Forum on Religions, Spirituality and Culture

Forum on Religions, Spirituality and Culture

In the academic year of 2015–16, the Faculty of the Department for Studies of Religions and Spirituality inaugurated its Forum on Religions, Spirituality, and Culture.  The Latin term “forum” originates from a Sanskrit term that means “door,” “gate,” or “passage.”  The Latin term literally refers to “the outside,” the “outdoors,” metaphorically signifying a public place or the marketplace.  In ancient Rome, the term “forum” designated an open space, a public place or courtyard, in which people could gather for discussion of, debate about, and deliberation on important issues, events, or decisions, a marketplace for the exchange of important ideas.

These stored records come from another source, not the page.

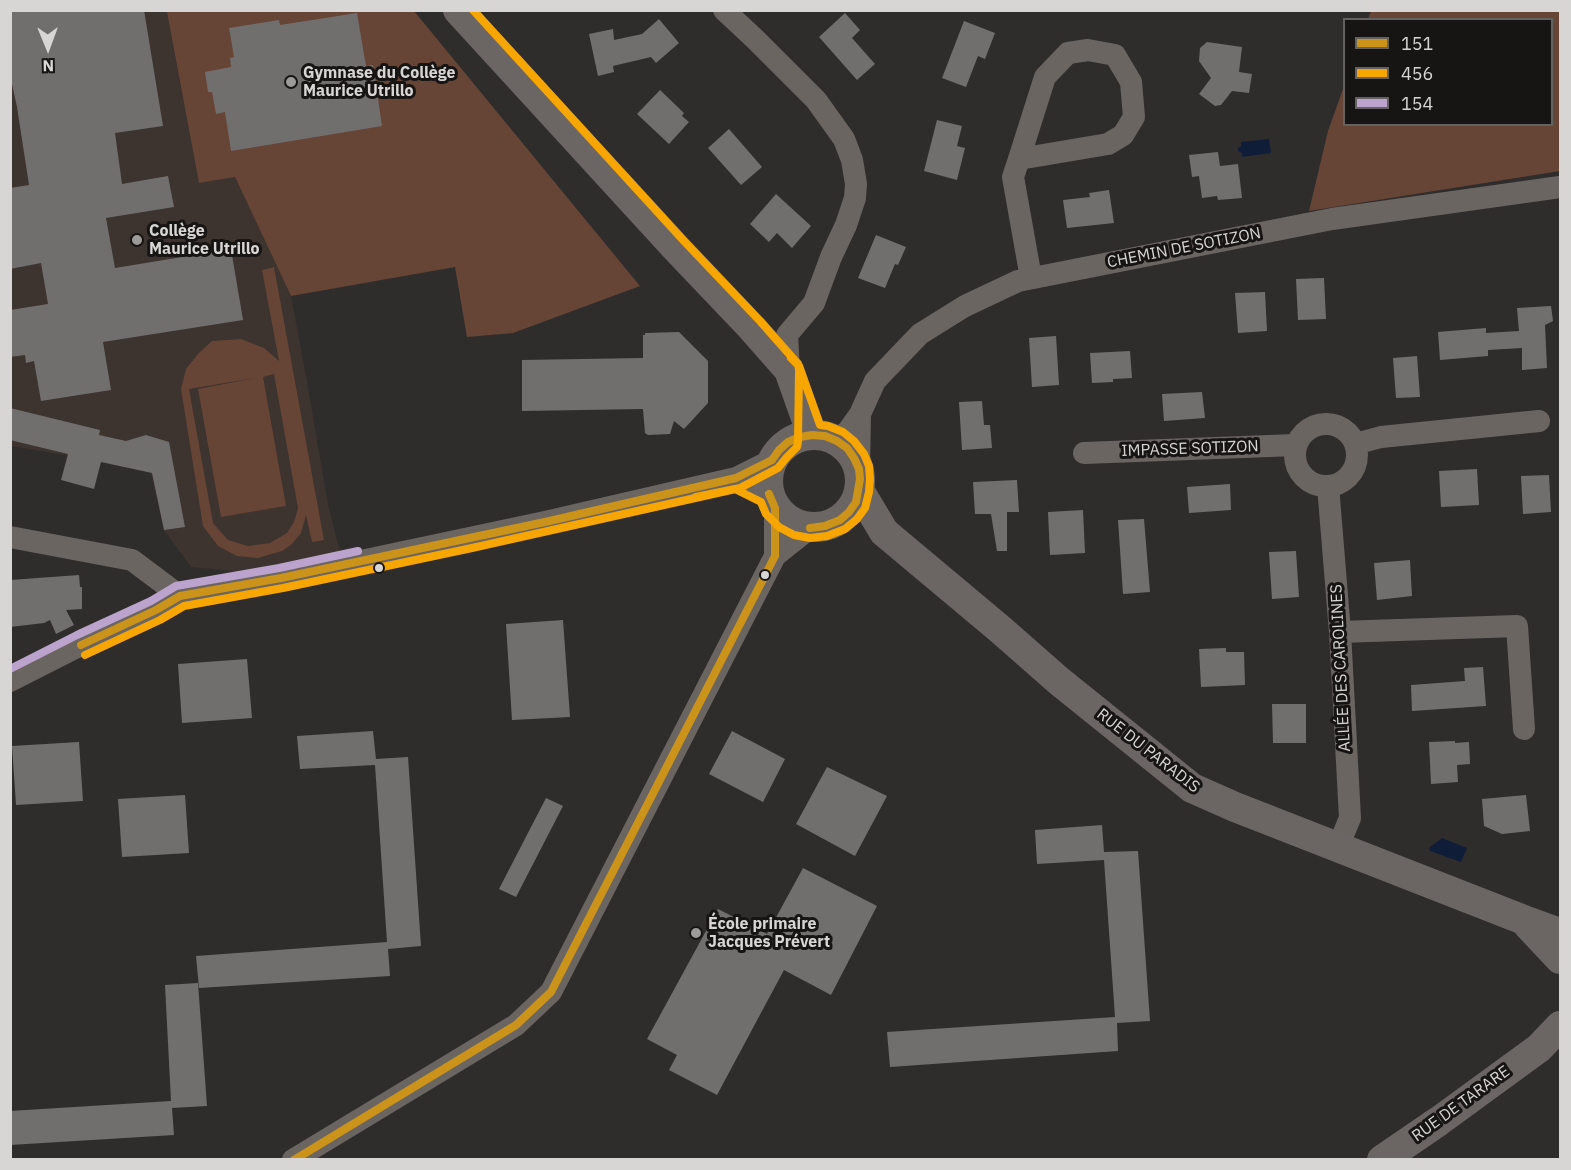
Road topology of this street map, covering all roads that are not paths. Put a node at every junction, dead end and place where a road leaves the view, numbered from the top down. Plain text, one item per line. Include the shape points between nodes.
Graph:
1 (458, 10) edge
2 (724, 10) edge
3 (1018, 159) junction
4 (1560, 187) edge
5 (1031, 278) junction
6 (789, 370) junction
7 (860, 414) junction
8 (1539, 421) dead end
9 (802, 444) junction
10 (1355, 444) junction
11 (1296, 445) junction
12 (1084, 453) dead end
13 (736, 478) junction
14 (859, 479) junction
15 (1328, 486) junction
16 (772, 501) junction
17 (840, 520) junction
18 (810, 528) junction
19 (884, 532) junction
20 (10, 537) edge
21 (775, 556) junction
22 (180, 596) junction
23 (1340, 632) junction
24 (10, 681) edge
25 (1524, 729) dead end
26 (1338, 847) junction
27 (1524, 920) junction
28 (1560, 933) edge
29 (1560, 959) edge
30 (1560, 1026) edge
31 (1550, 1045) edge
32 (293, 1160) edge
33 (1382, 1160) edge

1 - 6 main road
2 - 6 street via 816,100 844,139 852,160 855,198 814,303 787,335
3 - 3 street via 1045,77 1068,53 1088,50 1115,55 1131,82 1134,117 1123,135 1108,144
3 - 5 street via 1013,177
4 - 5 street, CHEMIN DE SOTIZON via 1332,219
5 - 7 street, CHEMIN DE SOTIZON via 965,306 920,334 875,381
6 - 9 main road
7 - 9 street, CHEMIN DE SOTIZON via 848,431
7 - 14 street, CHEMIN DE SOTIZON
8 - 10 street via 1381,437
9 - 13 street
9 - 14 main road via 847,448
9 - 16 main road via 768,471
10 - 11 street via 1342,429 1325,424 1307,430
10 - 15 street via 1357,454 1352,472 1338,484
11 - 12 street, IMPASSE SOTIZON
11 - 15 street via 1296,465 1301,474 1309,481
13 - 16 street
13 - 22 street via 470,538
14 - 17 main road via 856,502
14 - 19 main road, RUE DU PARADIS
15 - 23 street, ALLÉE DES CAROLINES
16 - 18 main road via 785,518
16 - 21 street
17 - 18 main road
17 - 19 main road, RUE DU PARADIS
18 - 21 street
19 - 26 main road, RUE DU PARADIS via 1192,788
20 - 22 street via 132,560
21 - 32 street via 551,992 516,1025
22 - 24 street
23 - 25 street via 1517,626
23 - 26 street, ALLÉE DES CAROLINES via 1350,818
26 - 27 main road, RUE DU PARADIS
27 - 28 main road, RUE DU PARADIS
27 - 29 main road, RUE DU PARADIS
30 - 31 main road, RUE DE TARARE
31 - 33 main road, RUE DE TARARE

With this Forum, the Faculty in the Department for Studies of Religions and Spirituality aims to provide public opportunities in which to exchange information about important religious or spiritual experiences, phenomena, events, and ideas, offering such reports and research for discussion, debate, and deliberation.  In this venue, members from all major intersecting spheres of the academic community (faculty, staff, and students), as well as both scholars and practitioners of religions and spiritualities outside the community of the College, share and discuss their religious and spiritual experiences, their interests in academic studies of religions and spiritualities, and their research about religions, spiritualities, and cultures with diverse audiences on campus.

The Department of Religion typically holds this Forum several times during both the Fall and Spring semesters of each academic year.  This series of lectures, discussions, and presentations broadly focuses on ways in which religions and spiritualities emerge as expressions of the spiritual dimension of human culture.  The Forum examines instances in which religions and spiritualities, or other religious or spiritual phenomena shape or influence contemporary cultural concerns, on the one hand, and ways in which larger cultures shape or influence religious and spiritual cultural phenomena and concerns, on the other hand.

The Forum has provided public opportunities to consider a wide variety of religious and spiritual phenomena, experiences, events, ideas, and perspectives.